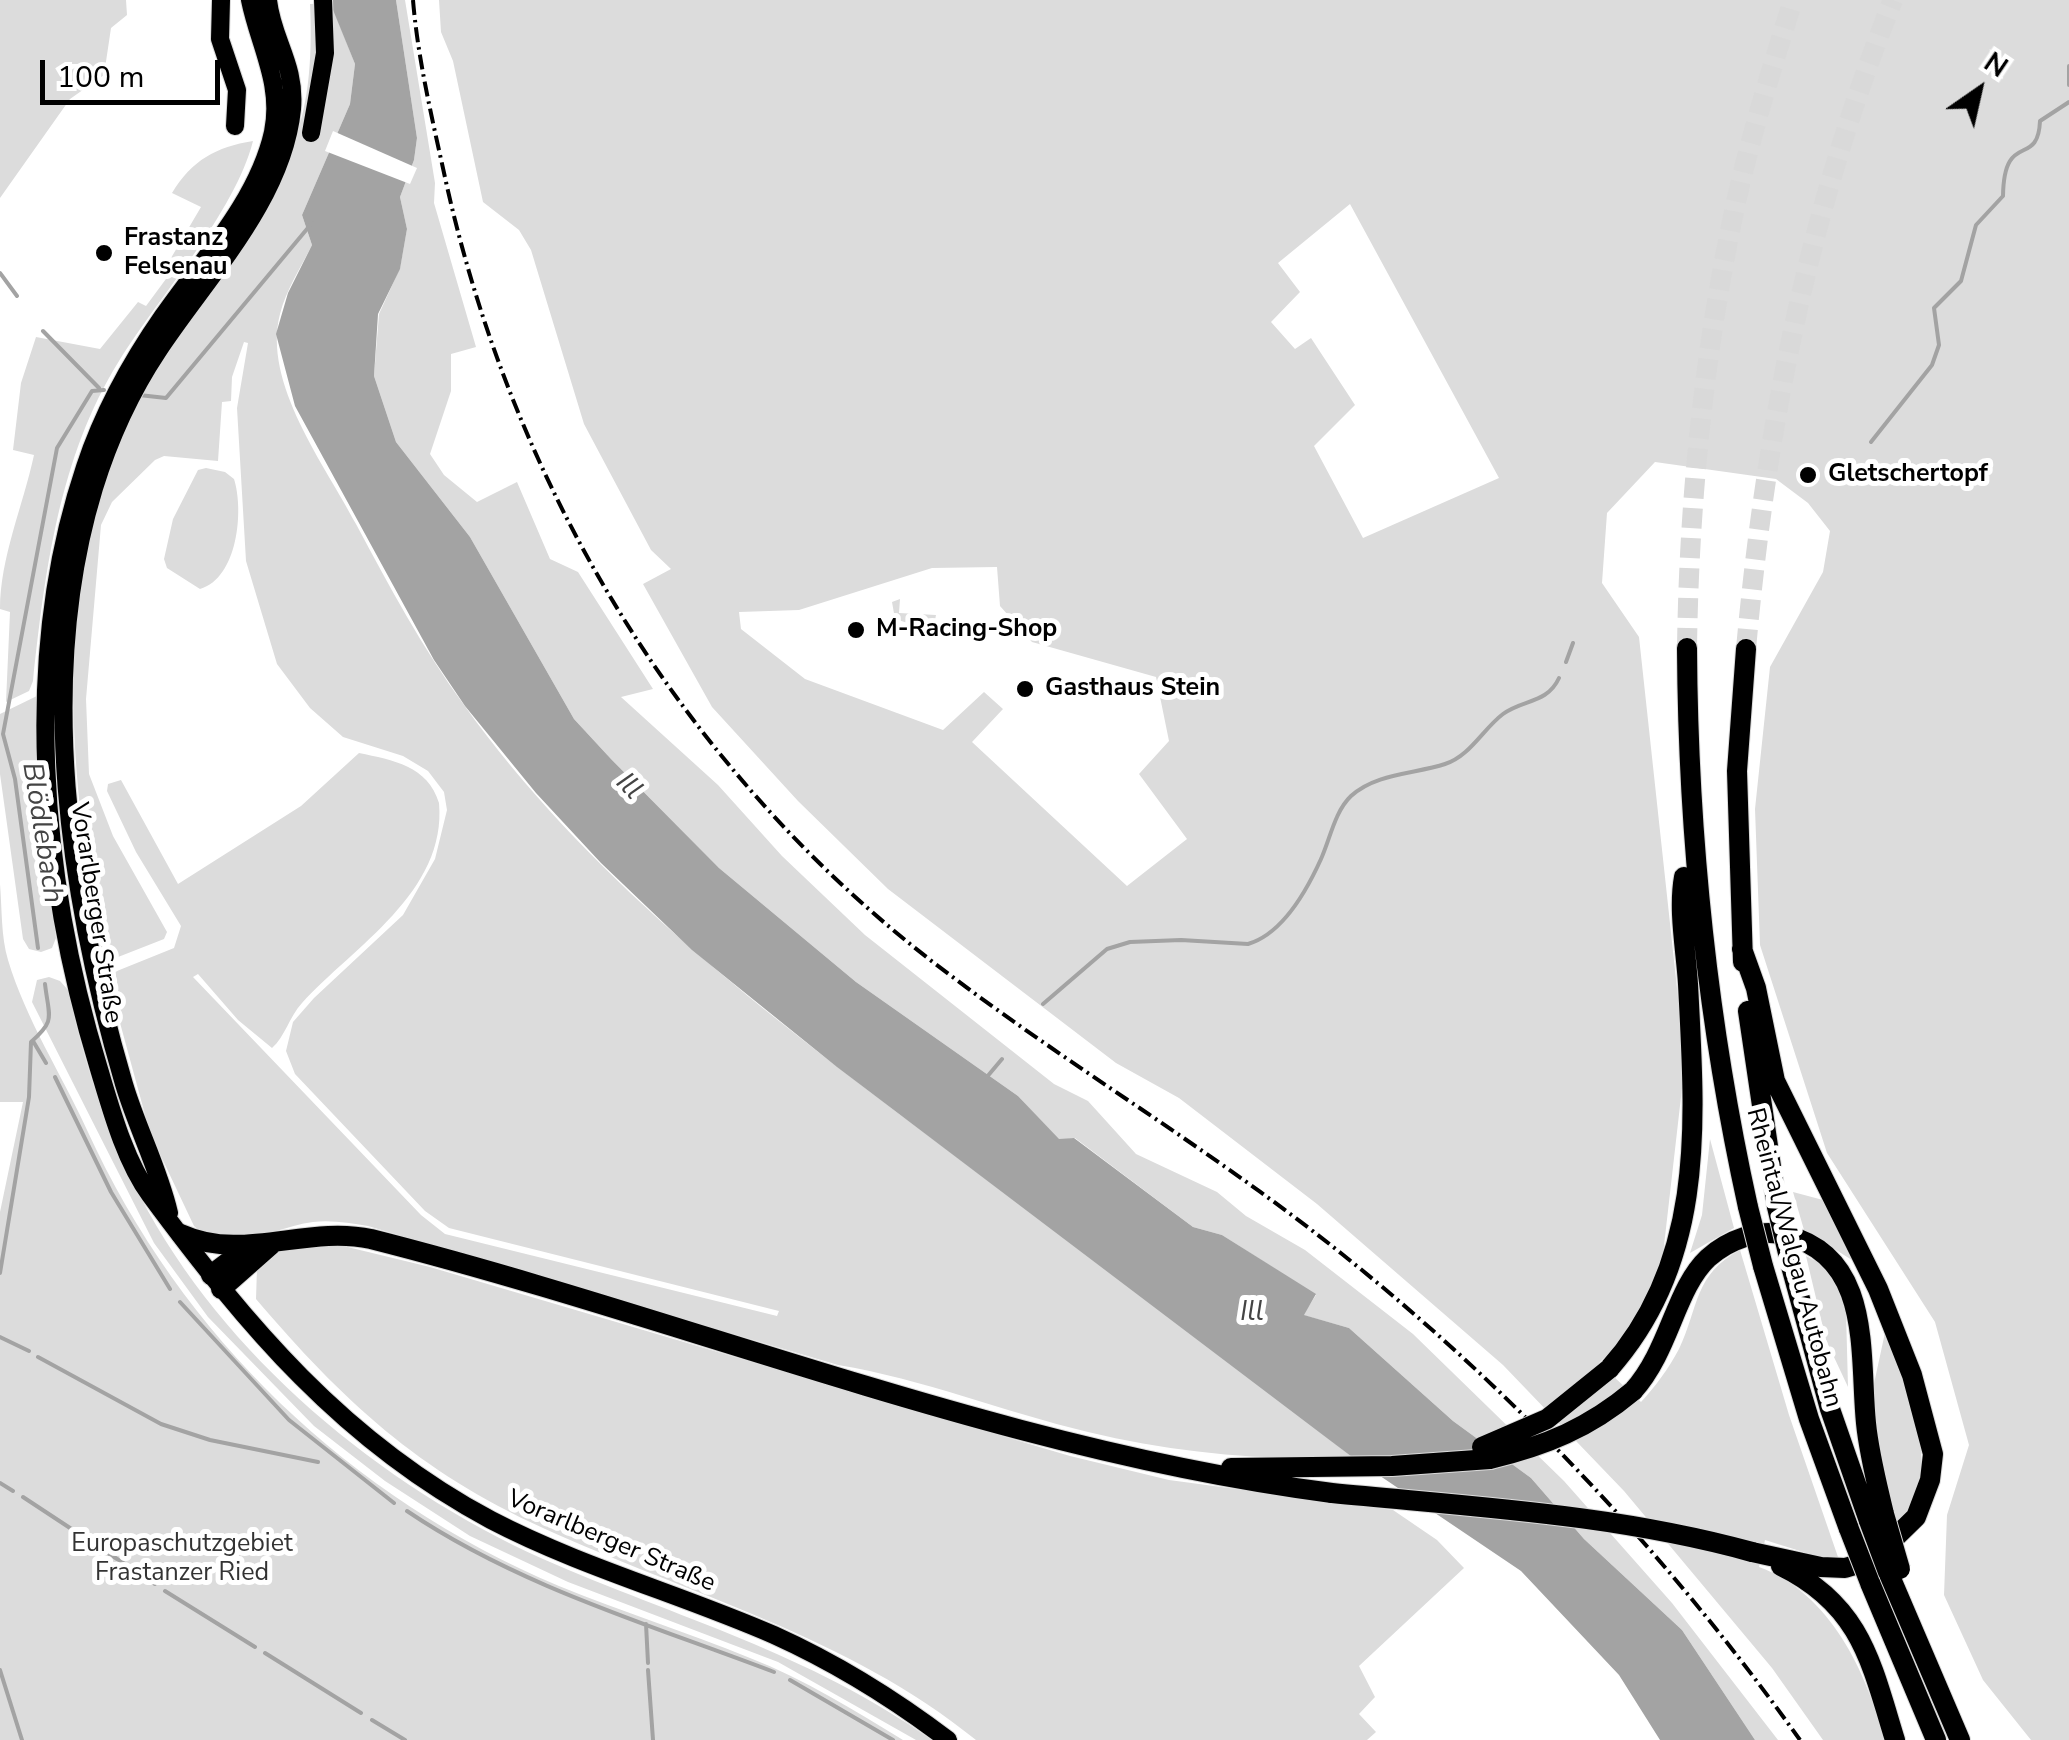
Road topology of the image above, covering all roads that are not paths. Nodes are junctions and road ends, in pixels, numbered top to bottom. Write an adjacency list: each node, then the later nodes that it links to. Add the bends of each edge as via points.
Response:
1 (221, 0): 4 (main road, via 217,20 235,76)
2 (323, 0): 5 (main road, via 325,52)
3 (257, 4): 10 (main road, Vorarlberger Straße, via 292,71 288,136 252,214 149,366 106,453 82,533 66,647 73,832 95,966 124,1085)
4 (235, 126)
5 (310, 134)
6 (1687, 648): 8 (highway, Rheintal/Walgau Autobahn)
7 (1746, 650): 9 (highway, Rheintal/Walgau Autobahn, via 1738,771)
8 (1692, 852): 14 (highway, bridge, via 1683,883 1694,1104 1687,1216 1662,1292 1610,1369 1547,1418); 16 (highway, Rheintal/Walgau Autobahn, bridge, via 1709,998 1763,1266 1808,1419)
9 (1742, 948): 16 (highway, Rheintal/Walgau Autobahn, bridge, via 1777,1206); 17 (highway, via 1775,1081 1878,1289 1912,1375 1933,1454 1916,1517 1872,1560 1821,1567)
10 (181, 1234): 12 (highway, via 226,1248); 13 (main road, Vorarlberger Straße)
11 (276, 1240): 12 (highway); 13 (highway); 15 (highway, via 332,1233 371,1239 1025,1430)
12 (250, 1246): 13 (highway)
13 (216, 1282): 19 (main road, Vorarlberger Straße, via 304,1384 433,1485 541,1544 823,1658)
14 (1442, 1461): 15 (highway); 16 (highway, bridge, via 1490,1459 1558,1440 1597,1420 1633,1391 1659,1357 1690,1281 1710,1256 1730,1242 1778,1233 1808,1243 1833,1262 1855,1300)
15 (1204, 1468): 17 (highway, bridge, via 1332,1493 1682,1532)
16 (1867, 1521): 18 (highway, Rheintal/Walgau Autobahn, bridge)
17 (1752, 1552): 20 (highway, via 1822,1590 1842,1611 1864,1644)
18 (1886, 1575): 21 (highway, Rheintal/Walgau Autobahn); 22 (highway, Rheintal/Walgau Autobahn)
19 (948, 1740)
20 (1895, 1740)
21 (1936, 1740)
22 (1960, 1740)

TASK TO COMPLETE ::
Leave the pictures behind and repeat each entry exactly.

RESPONSE TO THIS EXERCISE ::
Road topology of the image above, covering all roads that are not paths. Nodes are junctions and road ends, in pixels, numbered top to bottom. Write an adjacency list: each node, then the later nodes that it links to. Add the bends of each edge as via points.
Response:
1 (221, 0): 4 (main road, via 217,20 235,76)
2 (323, 0): 5 (main road, via 325,52)
3 (257, 4): 10 (main road, Vorarlberger Straße, via 292,71 288,136 252,214 149,366 106,453 82,533 66,647 73,832 95,966 124,1085)
4 (235, 126)
5 (310, 134)
6 (1687, 648): 8 (highway, Rheintal/Walgau Autobahn)
7 (1746, 650): 9 (highway, Rheintal/Walgau Autobahn, via 1738,771)
8 (1692, 852): 14 (highway, bridge, via 1683,883 1694,1104 1687,1216 1662,1292 1610,1369 1547,1418); 16 (highway, Rheintal/Walgau Autobahn, bridge, via 1709,998 1763,1266 1808,1419)
9 (1742, 948): 16 (highway, Rheintal/Walgau Autobahn, bridge, via 1777,1206); 17 (highway, via 1775,1081 1878,1289 1912,1375 1933,1454 1916,1517 1872,1560 1821,1567)
10 (181, 1234): 12 (highway, via 226,1248); 13 (main road, Vorarlberger Straße)
11 (276, 1240): 12 (highway); 13 (highway); 15 (highway, via 332,1233 371,1239 1025,1430)
12 (250, 1246): 13 (highway)
13 (216, 1282): 19 (main road, Vorarlberger Straße, via 304,1384 433,1485 541,1544 823,1658)
14 (1442, 1461): 15 (highway); 16 (highway, bridge, via 1490,1459 1558,1440 1597,1420 1633,1391 1659,1357 1690,1281 1710,1256 1730,1242 1778,1233 1808,1243 1833,1262 1855,1300)
15 (1204, 1468): 17 (highway, bridge, via 1332,1493 1682,1532)
16 (1867, 1521): 18 (highway, Rheintal/Walgau Autobahn, bridge)
17 (1752, 1552): 20 (highway, via 1822,1590 1842,1611 1864,1644)
18 (1886, 1575): 21 (highway, Rheintal/Walgau Autobahn); 22 (highway, Rheintal/Walgau Autobahn)
19 (948, 1740)
20 (1895, 1740)
21 (1936, 1740)
22 (1960, 1740)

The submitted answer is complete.